On May 15, 2006, several sloth bears chased and ate a monkey in a Dutch Zoo, in front of horrified tourist families. In a statement, the park stated, “Of course the habitats here in the safari park are arranged in such a way that one animal almost never kills another, but they are and remain wild animals.”
Which brings me to a point: don’t attribute human characteristics or motives to wild animals. They’re unpredictable. There is after all, a reason they’re called WILD animals. Just ask Roy Horn. Animals have attacked us humans since the dawn of time, there’s nothing new about that. What does seem to be new is the unusual aggressiveness of some of the attacks and the atypical behavior, like attacking people in a group, or attacking their owners. All activities that might not usually happen unless the animal felt threatened or that it had to protect its children.

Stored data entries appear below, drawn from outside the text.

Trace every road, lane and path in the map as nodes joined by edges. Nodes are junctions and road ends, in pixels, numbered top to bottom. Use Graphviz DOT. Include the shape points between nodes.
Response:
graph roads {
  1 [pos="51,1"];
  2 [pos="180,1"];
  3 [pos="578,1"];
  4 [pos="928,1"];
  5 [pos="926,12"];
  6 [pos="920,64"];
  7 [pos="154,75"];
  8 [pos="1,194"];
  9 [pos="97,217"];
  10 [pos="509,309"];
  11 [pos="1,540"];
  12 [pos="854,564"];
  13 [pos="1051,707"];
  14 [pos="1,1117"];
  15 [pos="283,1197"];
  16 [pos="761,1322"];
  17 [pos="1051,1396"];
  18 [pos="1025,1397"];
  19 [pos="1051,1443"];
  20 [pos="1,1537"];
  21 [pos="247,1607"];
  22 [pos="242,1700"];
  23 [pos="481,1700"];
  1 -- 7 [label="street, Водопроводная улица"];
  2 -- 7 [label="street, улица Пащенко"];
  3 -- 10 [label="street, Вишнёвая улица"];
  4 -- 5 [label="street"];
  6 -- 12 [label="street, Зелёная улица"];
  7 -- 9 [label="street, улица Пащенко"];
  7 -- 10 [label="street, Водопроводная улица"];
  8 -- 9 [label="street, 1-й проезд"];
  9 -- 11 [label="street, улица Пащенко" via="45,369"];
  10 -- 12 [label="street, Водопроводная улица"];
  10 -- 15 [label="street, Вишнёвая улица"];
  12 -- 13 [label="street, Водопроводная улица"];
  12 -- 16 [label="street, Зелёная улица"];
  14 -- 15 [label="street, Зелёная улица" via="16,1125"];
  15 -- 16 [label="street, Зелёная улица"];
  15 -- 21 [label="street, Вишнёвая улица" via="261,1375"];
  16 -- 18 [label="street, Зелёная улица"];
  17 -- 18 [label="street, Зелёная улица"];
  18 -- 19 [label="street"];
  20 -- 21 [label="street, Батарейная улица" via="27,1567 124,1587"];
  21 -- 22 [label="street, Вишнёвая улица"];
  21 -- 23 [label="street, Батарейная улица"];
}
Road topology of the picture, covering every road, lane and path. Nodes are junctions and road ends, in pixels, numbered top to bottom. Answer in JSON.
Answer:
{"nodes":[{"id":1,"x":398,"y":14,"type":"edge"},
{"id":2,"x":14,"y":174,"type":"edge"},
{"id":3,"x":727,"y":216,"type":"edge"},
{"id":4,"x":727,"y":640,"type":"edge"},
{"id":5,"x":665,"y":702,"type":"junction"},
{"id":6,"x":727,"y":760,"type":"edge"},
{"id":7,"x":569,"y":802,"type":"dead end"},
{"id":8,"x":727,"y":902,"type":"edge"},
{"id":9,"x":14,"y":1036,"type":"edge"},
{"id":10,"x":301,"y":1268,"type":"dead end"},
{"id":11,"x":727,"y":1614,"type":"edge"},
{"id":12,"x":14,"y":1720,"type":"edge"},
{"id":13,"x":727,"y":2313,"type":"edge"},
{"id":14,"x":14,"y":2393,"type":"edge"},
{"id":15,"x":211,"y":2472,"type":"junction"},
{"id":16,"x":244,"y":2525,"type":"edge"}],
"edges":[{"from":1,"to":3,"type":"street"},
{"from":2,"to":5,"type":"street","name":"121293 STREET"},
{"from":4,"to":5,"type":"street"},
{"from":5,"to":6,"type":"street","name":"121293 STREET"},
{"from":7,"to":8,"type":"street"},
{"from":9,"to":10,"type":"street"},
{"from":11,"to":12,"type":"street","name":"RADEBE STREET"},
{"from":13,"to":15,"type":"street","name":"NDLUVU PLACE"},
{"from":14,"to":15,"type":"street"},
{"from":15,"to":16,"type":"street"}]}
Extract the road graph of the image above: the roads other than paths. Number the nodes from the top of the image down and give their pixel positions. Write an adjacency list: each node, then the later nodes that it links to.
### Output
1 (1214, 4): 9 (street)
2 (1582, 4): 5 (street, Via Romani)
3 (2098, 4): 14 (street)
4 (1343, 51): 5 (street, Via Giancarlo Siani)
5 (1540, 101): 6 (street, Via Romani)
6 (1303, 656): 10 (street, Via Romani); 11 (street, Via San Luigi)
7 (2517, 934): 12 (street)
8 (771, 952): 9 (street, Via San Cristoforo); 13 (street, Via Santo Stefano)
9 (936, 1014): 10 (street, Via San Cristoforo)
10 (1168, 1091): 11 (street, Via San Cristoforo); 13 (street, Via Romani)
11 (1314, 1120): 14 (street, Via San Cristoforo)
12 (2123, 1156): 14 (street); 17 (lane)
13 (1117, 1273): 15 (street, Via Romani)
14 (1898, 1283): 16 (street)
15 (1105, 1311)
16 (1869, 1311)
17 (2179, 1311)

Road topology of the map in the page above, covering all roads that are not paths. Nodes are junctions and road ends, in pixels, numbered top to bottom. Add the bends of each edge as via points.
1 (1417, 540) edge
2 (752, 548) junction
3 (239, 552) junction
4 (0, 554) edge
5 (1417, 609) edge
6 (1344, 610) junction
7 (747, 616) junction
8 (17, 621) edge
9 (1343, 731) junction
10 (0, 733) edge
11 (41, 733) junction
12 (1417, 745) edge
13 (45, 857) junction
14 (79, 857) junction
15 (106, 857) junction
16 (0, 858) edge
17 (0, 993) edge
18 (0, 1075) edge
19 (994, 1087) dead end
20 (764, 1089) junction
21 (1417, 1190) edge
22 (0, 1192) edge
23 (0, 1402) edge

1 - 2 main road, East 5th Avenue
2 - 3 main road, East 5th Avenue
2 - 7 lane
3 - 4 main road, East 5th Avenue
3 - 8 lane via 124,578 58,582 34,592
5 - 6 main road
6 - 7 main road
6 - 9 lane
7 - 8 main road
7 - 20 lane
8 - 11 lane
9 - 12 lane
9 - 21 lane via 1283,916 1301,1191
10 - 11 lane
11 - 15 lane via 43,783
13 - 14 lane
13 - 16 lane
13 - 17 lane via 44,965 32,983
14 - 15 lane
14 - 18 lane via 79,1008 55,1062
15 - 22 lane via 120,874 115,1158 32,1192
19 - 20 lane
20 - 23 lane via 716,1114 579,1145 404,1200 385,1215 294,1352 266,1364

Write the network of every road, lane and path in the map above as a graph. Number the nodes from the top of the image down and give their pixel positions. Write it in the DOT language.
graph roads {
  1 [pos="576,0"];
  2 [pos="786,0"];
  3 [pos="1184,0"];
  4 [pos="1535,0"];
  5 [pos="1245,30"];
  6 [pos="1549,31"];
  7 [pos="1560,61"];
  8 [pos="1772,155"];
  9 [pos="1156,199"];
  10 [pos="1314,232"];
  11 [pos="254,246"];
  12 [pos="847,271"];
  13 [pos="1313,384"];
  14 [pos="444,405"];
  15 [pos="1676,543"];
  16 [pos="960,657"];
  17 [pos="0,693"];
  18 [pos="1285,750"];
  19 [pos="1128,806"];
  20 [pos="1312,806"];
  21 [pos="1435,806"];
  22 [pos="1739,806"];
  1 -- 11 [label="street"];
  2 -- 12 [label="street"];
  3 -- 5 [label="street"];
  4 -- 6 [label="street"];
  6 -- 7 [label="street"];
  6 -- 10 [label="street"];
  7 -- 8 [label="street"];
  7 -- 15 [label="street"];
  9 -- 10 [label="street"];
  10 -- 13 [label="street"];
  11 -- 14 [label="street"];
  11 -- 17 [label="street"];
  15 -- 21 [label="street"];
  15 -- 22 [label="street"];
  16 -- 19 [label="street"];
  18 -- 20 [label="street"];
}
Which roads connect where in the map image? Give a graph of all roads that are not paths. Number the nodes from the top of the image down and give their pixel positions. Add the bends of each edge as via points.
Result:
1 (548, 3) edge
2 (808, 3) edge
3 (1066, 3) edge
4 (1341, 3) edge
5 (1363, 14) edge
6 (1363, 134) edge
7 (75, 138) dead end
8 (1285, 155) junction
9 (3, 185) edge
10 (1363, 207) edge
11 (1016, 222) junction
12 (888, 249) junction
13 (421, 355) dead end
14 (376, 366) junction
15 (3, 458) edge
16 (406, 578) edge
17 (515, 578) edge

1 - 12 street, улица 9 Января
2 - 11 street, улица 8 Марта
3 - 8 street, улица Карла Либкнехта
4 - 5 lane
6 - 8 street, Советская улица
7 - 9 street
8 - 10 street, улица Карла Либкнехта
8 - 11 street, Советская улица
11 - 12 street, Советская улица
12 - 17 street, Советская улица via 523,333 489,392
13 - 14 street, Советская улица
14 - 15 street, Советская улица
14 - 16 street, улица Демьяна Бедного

With new diseases and mutated strains of old ones such as foot-and-mouth disease, avian flu, and mad cow disease, who knows how animal behavior will be influenced. And with global warming changing the worldwide water temperature, jet streams, tidal patterns and Lord knows what else, expect more confused animals to lash out in attacks on humans.
Of course, exploitation films have been predicting this for some time. 1932’s Murders In The Zoo, 1933’s Island of Lost Souls, the Tarzan movies, even the werewolf movies demonstrated a very primal fear of animal attack. Director Alfred Hitchcock really stepped up the stakes with his groundbreaking work in The Birds. (Try getting hundreds of birds to hit their mark!)
The 70s was a particularly popular time for films about nature gone wild. Shatner chewed up the scenery in Kingdom of the Spiders. Ben and Willard were about rats that attack humans, while ants attacked in Phase IV and Empire of the Ants, and snakes threatened in Stanley, Rattlers, and SSSSSSS. We had Gloria Swanson camp it up in The Killer Bees, John Saxon battle The Bees, while Irwin Allen made another of his star-studded disaster movies out of The Swarm. Slimy critters got their due in Frogs, Squirm and The Worm Eaters. In the water, we had Piranha, Orca, Jaws, and all the sequels and knock-offs, like Mako: The Jaws of Death. Trash film legend William Girdler gave us both Grizzly and The Day of the Animals, the latter of which has the whole animal kingdom going berserk.
The eighties brought us Klaus Kinski in Venom, Robert Forster in Alligator, the Italian Birds knock-off Beaks, and Wild Beasts, in which PCP in a zoo’s water supply makes all the animals go kill-crazy!
More recently the proud banner of animal attack film has been borne by Arachnophobia, Lake Placid, Deep Blue Sea, Bats, Rats, Eight Legged Freaks, Anaconda, and Slither.
And of course, everyone here at TFO Headquarters is excited about the upcoming film Snakes On A Plane. In honor of that, I leave you with one last story.
On April 2, 2006, a Florida man crashed his car after a pet snake he had wrapped around his neck began attacking him. Witnesses reported Courtland Page Johnson was driving erratically and crashed his PT Cruiser into several barricades. He got out of the car, and wrestled with the snake before driving off. When authorities came to his home, he admitted panicking after his snake bit him. He was charged with leaving the scene of a crash.